━━ Data for processing ━━

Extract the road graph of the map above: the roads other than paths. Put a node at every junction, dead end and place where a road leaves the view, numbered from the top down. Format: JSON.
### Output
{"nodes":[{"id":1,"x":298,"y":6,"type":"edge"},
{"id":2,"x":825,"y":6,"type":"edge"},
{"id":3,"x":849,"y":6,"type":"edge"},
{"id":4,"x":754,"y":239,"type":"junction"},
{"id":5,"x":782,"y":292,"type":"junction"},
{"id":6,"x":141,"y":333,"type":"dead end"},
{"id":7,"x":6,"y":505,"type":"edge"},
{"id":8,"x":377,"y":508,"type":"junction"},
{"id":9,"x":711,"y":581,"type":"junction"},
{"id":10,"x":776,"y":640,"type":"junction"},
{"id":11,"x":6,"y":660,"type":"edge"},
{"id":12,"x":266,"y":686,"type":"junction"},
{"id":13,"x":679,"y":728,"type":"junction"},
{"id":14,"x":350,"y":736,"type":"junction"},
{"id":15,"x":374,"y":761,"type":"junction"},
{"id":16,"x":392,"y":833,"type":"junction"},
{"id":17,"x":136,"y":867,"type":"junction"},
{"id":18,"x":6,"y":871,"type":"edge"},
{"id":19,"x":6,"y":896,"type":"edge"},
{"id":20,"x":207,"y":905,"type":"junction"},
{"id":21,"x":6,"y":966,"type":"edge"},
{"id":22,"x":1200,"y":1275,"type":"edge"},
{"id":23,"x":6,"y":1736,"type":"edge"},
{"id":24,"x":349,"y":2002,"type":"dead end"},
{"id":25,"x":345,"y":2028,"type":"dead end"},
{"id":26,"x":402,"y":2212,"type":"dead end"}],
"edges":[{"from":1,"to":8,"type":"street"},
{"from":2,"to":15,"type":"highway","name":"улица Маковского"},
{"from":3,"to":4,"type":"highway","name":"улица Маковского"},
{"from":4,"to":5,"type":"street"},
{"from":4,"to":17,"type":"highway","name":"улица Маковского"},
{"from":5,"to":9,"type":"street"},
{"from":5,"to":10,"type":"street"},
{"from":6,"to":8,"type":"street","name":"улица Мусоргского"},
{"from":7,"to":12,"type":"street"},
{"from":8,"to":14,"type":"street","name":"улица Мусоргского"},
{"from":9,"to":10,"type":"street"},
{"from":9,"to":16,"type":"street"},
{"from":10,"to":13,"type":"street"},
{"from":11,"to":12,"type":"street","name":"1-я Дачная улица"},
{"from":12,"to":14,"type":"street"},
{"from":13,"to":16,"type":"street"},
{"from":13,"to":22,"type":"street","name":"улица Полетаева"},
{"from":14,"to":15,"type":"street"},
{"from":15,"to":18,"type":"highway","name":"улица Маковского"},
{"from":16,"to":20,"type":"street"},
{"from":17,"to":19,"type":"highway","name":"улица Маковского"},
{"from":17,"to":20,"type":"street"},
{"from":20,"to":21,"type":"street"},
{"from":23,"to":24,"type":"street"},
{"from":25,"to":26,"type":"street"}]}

━━━

Exercise aim:
Take every line of the material that contains the word "Мусоргского", and copy it.

Solved problem:
{"from":6,"to":8,"type":"street","name":"улица Мусоргского"},
{"from":8,"to":14,"type":"street","name":"улица Мусоргского"},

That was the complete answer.